Marc Brickman of Tactical Manoeuvre, the man responsible for the lighting displays at the top of the Empire State Building as well as lighting designs for Hans Zimmer and Pink Floyd performances, was hired to bring the screen alive. Brickman’s company used various algorithms and coding to operate the screen and allow it to show content thought up by artist Lindsay Scoggins, whose video art has millions of views on YouTube and has been displayed in the Guggenheim Museum. Brickman calls the final product “fine digital art.”  

Every morning, the screen will start showing a sunrise across its length for two hours and weather in real time, then it moves into a variety of other timed segments. The next is news, which is scraped from news websites and flows on the screen with an abstract background. This section is followed by one called “morphing the present,” in which pictures of people—celebrities and public figures—are blended and blurred, providing glimpses of those individuals.

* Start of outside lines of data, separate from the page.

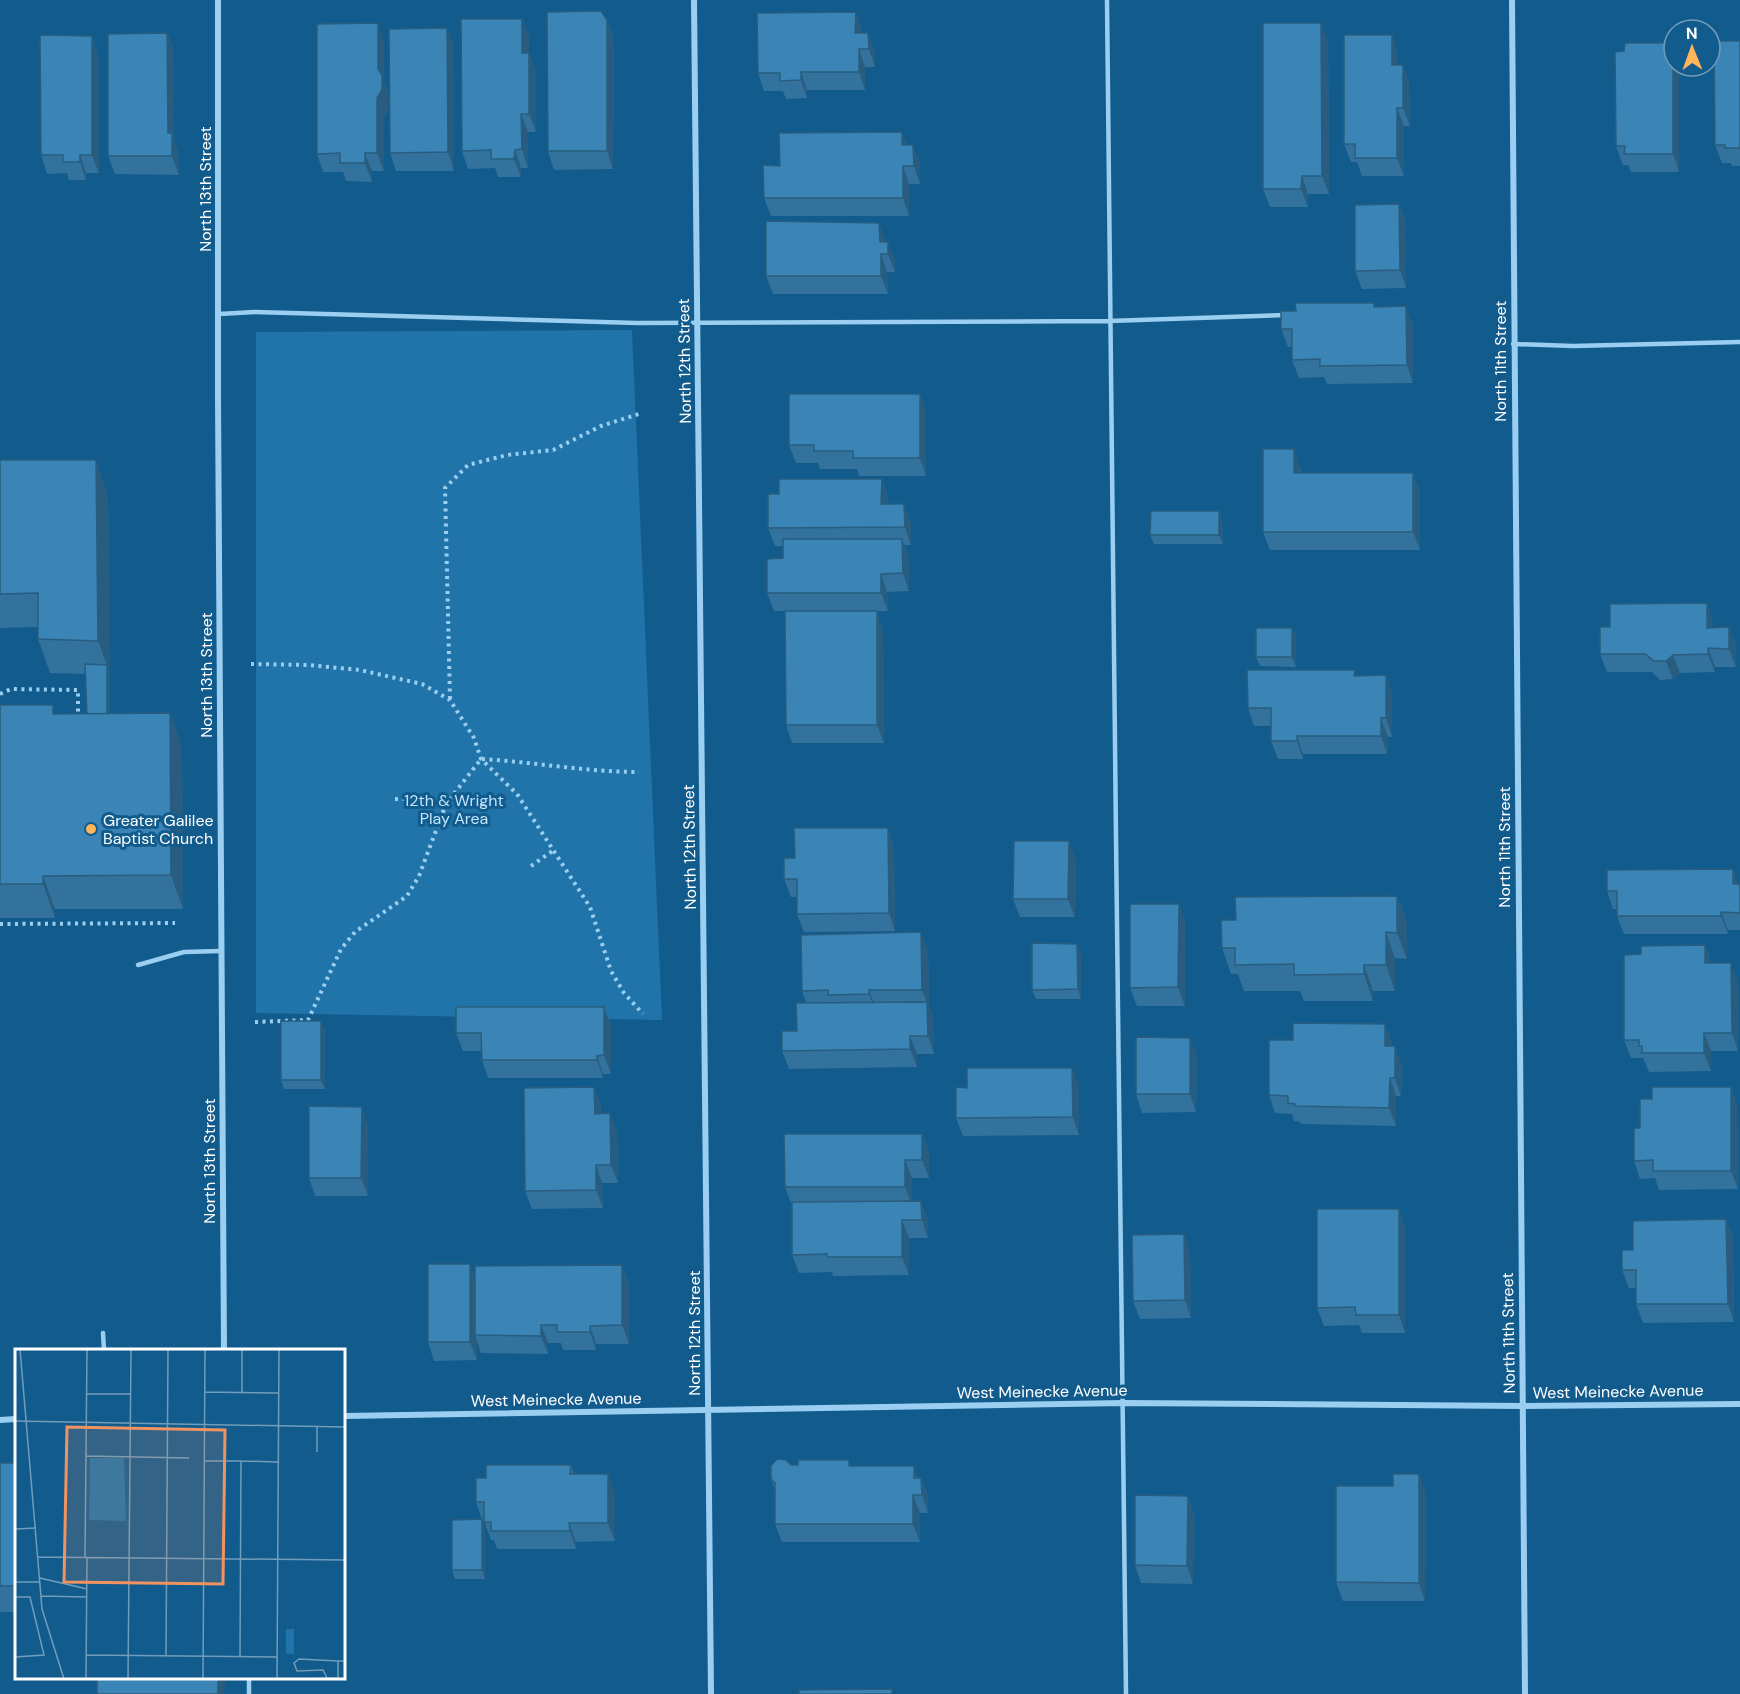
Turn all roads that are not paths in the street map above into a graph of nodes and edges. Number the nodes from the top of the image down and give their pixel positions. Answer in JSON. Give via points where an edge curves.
{"nodes":[{"id":1,"x":218,"y":0,"type":"edge"},
{"id":2,"x":694,"y":0,"type":"edge"},
{"id":3,"x":1107,"y":0,"type":"edge"},
{"id":4,"x":1512,"y":0,"type":"edge"},
{"id":5,"x":219,"y":314,"type":"junction"},
{"id":6,"x":1288,"y":315,"type":"edge"},
{"id":7,"x":698,"y":321,"type":"junction"},
{"id":8,"x":1109,"y":321,"type":"junction"},
{"id":9,"x":1740,"y":342,"type":"edge"},
{"id":10,"x":1513,"y":344,"type":"junction"},
{"id":11,"x":221,"y":951,"type":"junction"},
{"id":12,"x":138,"y":965,"type":"dead end"},
{"id":13,"x":103,"y":1333,"type":"dead end"},
{"id":14,"x":104,"y":1349,"type":"edge"},
{"id":15,"x":224,"y":1349,"type":"edge"},
{"id":16,"x":1124,"y":1403,"type":"junction"},
{"id":17,"x":1740,"y":1404,"type":"edge"},
{"id":18,"x":1523,"y":1406,"type":"junction"},
{"id":19,"x":708,"y":1410,"type":"junction"},
{"id":20,"x":345,"y":1416,"type":"edge"},
{"id":21,"x":15,"y":1419,"type":"edge"},
{"id":22,"x":0,"y":1420,"type":"edge"},
{"id":23,"x":711,"y":1694,"type":"edge"},
{"id":24,"x":1126,"y":1694,"type":"edge"},
{"id":25,"x":1525,"y":1694,"type":"edge"}],
"edges":[{"from":1,"to":5,"type":"street","name":"North 13th Street"},
{"from":2,"to":7,"type":"street","name":"North 12th Street"},
{"from":3,"to":8,"type":"lane"},
{"from":4,"to":10,"type":"street","name":"North 11th Street"},
{"from":5,"to":7,"type":"lane"},
{"from":5,"to":11,"type":"street","name":"North 13th Street"},
{"from":6,"to":8,"type":"lane"},
{"from":7,"to":8,"type":"lane"},
{"from":7,"to":19,"type":"street","name":"North 12th Street"},
{"from":8,"to":16,"type":"lane"},
{"from":9,"to":10,"type":"lane"},
{"from":10,"to":18,"type":"street","name":"North 11th Street"},
{"from":11,"to":12,"type":"lane","via":[[184,952]]},
{"from":11,"to":15,"type":"street","name":"North 13th Street"},
{"from":13,"to":14,"type":"lane"},
{"from":16,"to":18,"type":"street","name":"West Meinecke Avenue"},
{"from":16,"to":19,"type":"street","name":"West Meinecke Avenue"},
{"from":16,"to":24,"type":"lane"},
{"from":17,"to":18,"type":"street","name":"West Meinecke Avenue"},
{"from":18,"to":25,"type":"street","name":"North 11th Street"},
{"from":19,"to":20,"type":"street","name":"West Meinecke Avenue"},
{"from":19,"to":23,"type":"street","name":"North 12th Street"},
{"from":21,"to":22,"type":"street"}]}
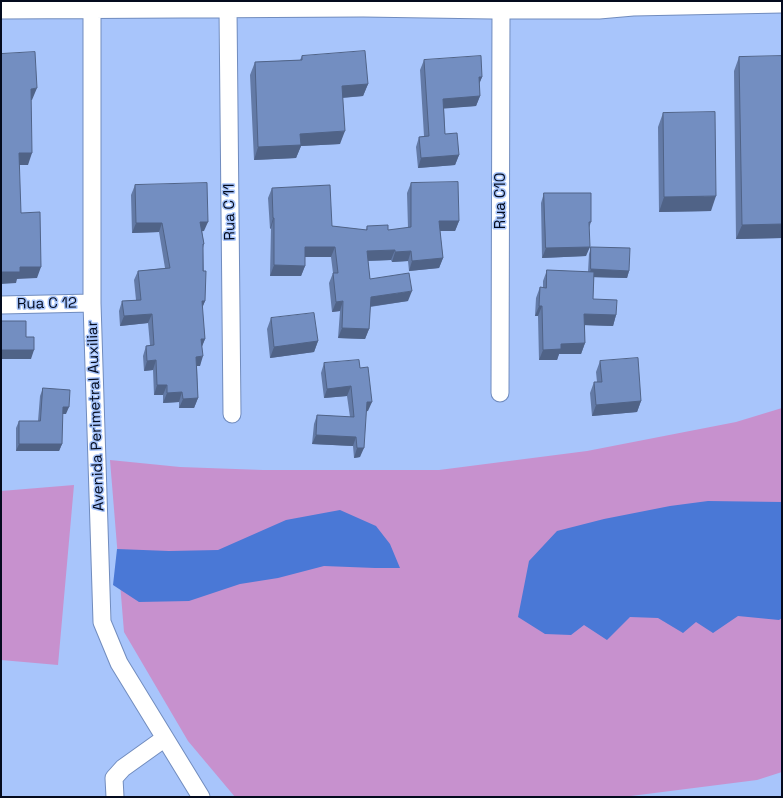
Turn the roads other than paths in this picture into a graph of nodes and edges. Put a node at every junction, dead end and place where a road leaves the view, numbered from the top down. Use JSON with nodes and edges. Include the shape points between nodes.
{"nodes":[{"id":1,"x":363,"y":4,"type":"edge"},
{"id":2,"x":633,"y":4,"type":"edge"},
{"id":3,"x":782,"y":4,"type":"edge"},
{"id":4,"x":92,"y":5,"type":"edge"},
{"id":5,"x":228,"y":9,"type":"junction"},
{"id":6,"x":1,"y":10,"type":"edge"},
{"id":7,"x":501,"y":10,"type":"junction"},
{"id":8,"x":92,"y":303,"type":"junction"},
{"id":9,"x":1,"y":305,"type":"edge"},
{"id":10,"x":500,"y":393,"type":"dead end"},
{"id":11,"x":232,"y":414,"type":"dead end"},
{"id":12,"x":165,"y":738,"type":"junction"},
{"id":13,"x":114,"y":797,"type":"edge"},
{"id":14,"x":201,"y":797,"type":"edge"}],
"edges":[{"from":1,"to":5,"type":"street"},
{"from":1,"to":7,"type":"street"},
{"from":2,"to":3,"type":"street"},
{"from":2,"to":7,"type":"street","via":[[599,10]]},
{"from":4,"to":5,"type":"street"},
{"from":4,"to":6,"type":"street"},
{"from":4,"to":8,"type":"street","name":"Avenida Perimetral Auxiliar"},
{"from":5,"to":11,"type":"street","name":"Rua C 11"},
{"from":7,"to":10,"type":"street","name":"Rua C10"},
{"from":8,"to":9,"type":"street","name":"Rua C 12"},
{"from":8,"to":12,"type":"street","name":"Avenida Perimetral Auxiliar","via":[[102,622],[119,663]]},
{"from":12,"to":13,"type":"street","via":[[123,768],[114,778]]},
{"from":12,"to":14,"type":"street","name":"Avenida Perimetral Auxiliar"}]}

Next is “sea of cities,” which looks like stain-glass windows where the images (taken from scenes in the five boroughs pulled from social media) move up and down, a little like the waves of an ocean. (Individually, the images are abstracted and made unrecognizable.) This is followed by a sunset with a variety of colors—think, Aurora Borealis. All of the 1s and 0s coding for the images is posted in the next segment called “source code.” And, finally, there is “a questionable time,” which features black holes and planets at the end of the day.

“Other buildings have video installations, and they repeat themselves constantly,” Brickman said. “What I wanted to do was have [tenants] feel like this greets them every day, and they have the choice of interacting with it, in terms of finding out what it is about. That was the motivation of creating it this way, rather than just putting up pictures from the internet or flowers. We are trying to up the game.”

Besides the screen, the 26-story building’s renovation included a revitalized lobby with black granite floors and metal fixtures designed by Gensler, a new building canopy and new black granite storefronts to replace the “hodgepodge” of precast concrete and limestone. Next phase is to modernize the building’s 10 elevator cabs, which will be completed by the end of 2018, Malkin said.

The screen, which will become the center of attention for the building, is 20 feet off the entrance, so passersby won’t see it. And it won’t be used for advertisements (and will not generate further revenue for the building).

“The significance of this ceiling is not to draw people inside—it’s specially for our tenants,” Malkin said. “[And] specially for their visitors. It’s not a museum. But it’s of museum quality.”